The most westerly seaboard in Europe, Ireland's West is richly endowed by nature: the majestic Cliffs of Moher; the rocky expanse of the Burren (whose gray rocks hide a profusion of wild plants); Connemara's combination of rugged coastline, mountains, moorland, and lakes; and the famous Oileáin Árainn (Aran Islands), which do constant battle with the fury of the Atlantic. But the region also abounds in characterful small country towns and villages, such as Kinvara, Ballyvaughan, Clifden, and Westport, rife with good restaurants and pubs, and Galway, the city that loves to celebrate.
The West encompasses the region that lies west of the River Shannon; most of this area falls within the old Irish province of Connaught. This region faces its nearest North American neighbors across 3,200 km (2,000 mi) of the Atlantic Ocean: next parish, New York, as they say in the west.
Towns as communities were unknown in pre-Christian Irish society, and even today, more than 150 years after the famine, many residents still live on isolated small farms rather than in towns and villages. Especially during the wet, wintry months, you can still walk out of your country house, hotel, or bed-and-breakfast in the morning and smell turf fires burning nearby.
Today, the West is, for many, the most typically Irish part of the country. Particularly in western County Galway, the region has the highest concentration of Gaeltacht (Irish-speaking) communities in all Ireland, with roughly 40,000 native Irish speakers making their homes here. The country's first Irish-language TV station broadcasts from the tiny village of An Spidéal (Spiddle), on the north shore of Galway Bay in the heart of the Gaeltacht. Throughout this area, you'll see plenty of signs printed in Irish only. Who would suspect that Gaillimh is Irish for Galway? But wherever you go in the West, you'll not only see, but more importantly hear, the most vital way in which traditional Irish culture survives here: musicians play in pubs all over the west, and they are acknowledged to be the best in the Republic.

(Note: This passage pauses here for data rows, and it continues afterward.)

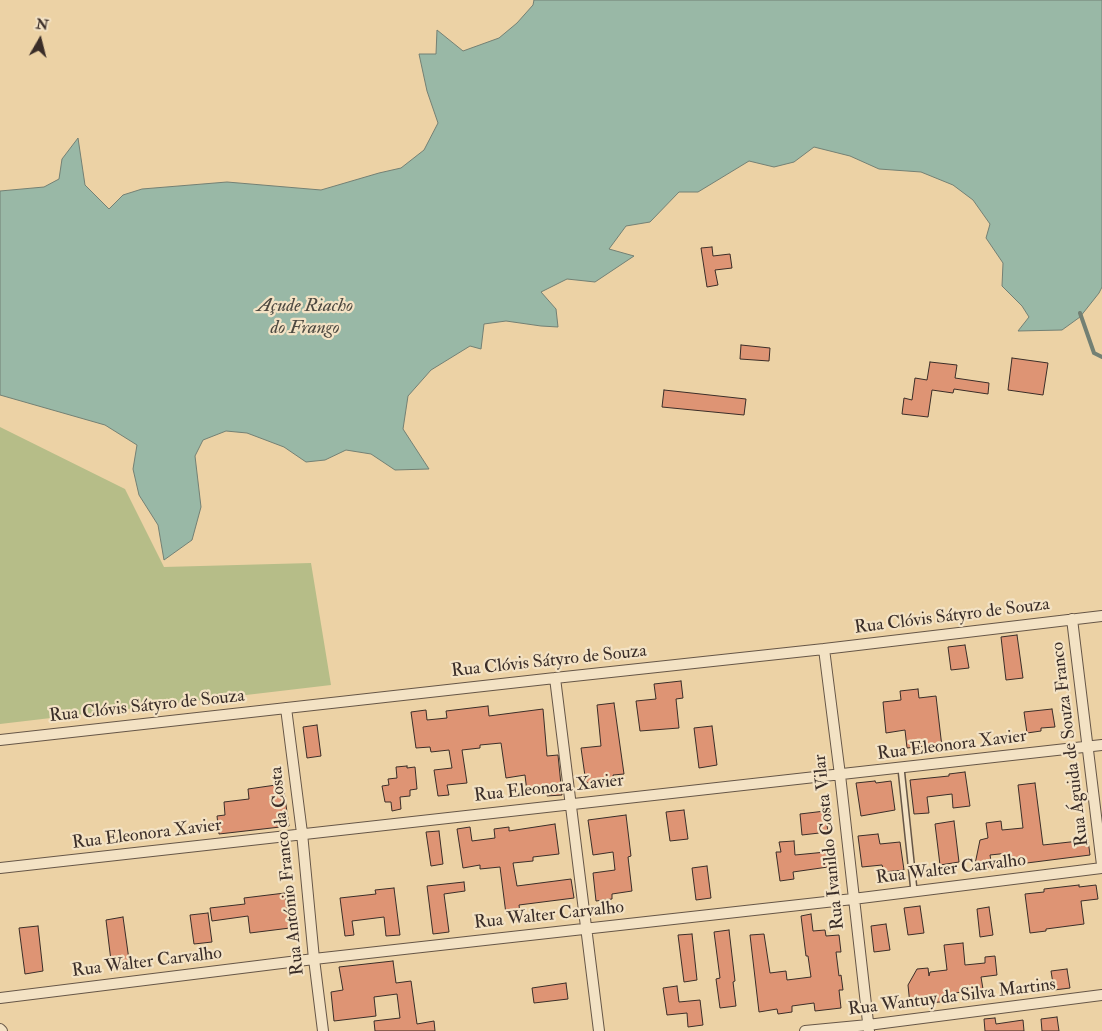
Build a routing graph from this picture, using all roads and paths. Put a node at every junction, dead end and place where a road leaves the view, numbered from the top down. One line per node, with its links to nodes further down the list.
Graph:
1 (1102, 616): 2 (street, Rua Clóvis Sátyro de Souza)
2 (1072, 619): 3 (street, Rua Clóvis Sátyro de Souza); 8 (street, Rua Águida de Souza Franco)
3 (824, 649): 4 (street, Rua Clóvis Sátyro de Souza); 10 (street, Rua Ivanildo Costa Vilar)
4 (555, 678): 5 (street, Rua Clóvis Sátyro de Souza); 11 (street)
5 (286, 708): 6 (street, Rua Clóvis Sátyro de Souza); 12 (street, Rua António Franco da Costa)
6 (0, 740)
7 (1102, 745): 8 (street, Rua Eleonora Xavier)
8 (1088, 747): 9 (street, Rua Eleonora Xavier); 13 (street, Rua Águida de Souza Franco)
9 (900, 768): 10 (street, Rua Eleonora Xavier); 15 (lane)
10 (840, 775): 11 (street, Rua Eleonora Xavier); 16 (street, Rua Ivanildo Costa Vilar)
11 (571, 803): 12 (street, Rua Eleonora Xavier); 17 (street)
12 (302, 833): 14 (street, Rua Eleonora Xavier); 18 (street, Rua António Franco da Costa)
13 (1102, 867): 15 (street, Rua Walter Carvalho)
14 (0, 868)
15 (914, 891): 16 (street, Rua Walter Carvalho)
16 (853, 899): 17 (street, Rua Walter Carvalho); 21 (street, Rua Ivanildo Costa Vilar)
17 (585, 928): 18 (street, Rua Walter Carvalho); 23 (street)
18 (314, 959): 20 (street, Rua Walter Carvalho); 22 (street, Rua António Franco da Costa)
19 (1102, 996): 21 (street, Rua Wantuy da Silva Martins)
20 (0, 998)
21 (868, 1028): 24 (street, Rua Wantuy da Silva Martins)
22 (323, 1031)
23 (598, 1031)
24 (805, 1031)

A major factor in the region's economic development has been the lure of its spectacular scenery to visitors. So far, the development that typically comes with the cultivation of tourism has been mercifully low-key in the West. The Irish people are well aware of what a jewel they have in the largely unspoiled wilderness, grazed by sheep and herds of wild ponies, that is Connemara. The 5,000-acre Connemara National Park is the result of a successful lobby for landscape preservation. Peatlands, or bogs as they are called around here, are at last being valued for their unique botanical character. Ireland's last remaining peat-burning electricity-generating station—at Bellacorick in County Mayo—has closed. Galway City's suburbs have spread in all directions, and throughout the region the landscape is marked by newly built bungalows and houses. With increasing prosperity, the West of Ireland is undoubtedly losing some of its old-style visual charm. But while this is regrettable in terms of unspoiled views, for the people who live in the area, it is a boon.
It's nothing new that the West's greatest virtue for visitors—apart from its glorious scenery and the vibrant capital city of Galway—is its people. No matter how many times you get out of the car for a photo op (and you should expect to fly through megabytes of memory here), the stories that you'll most likely tell when you show your friends and family those pictures are going to be about the seisún, or sessions (informal performances of traditional music) you stumbled upon in a small pub; the tiny, far-from-the-madding-crowd lake in Connemara that you made your own; and the great craic (pronounced "crack," or good conversation and fun) you're likely to discover wherever you go.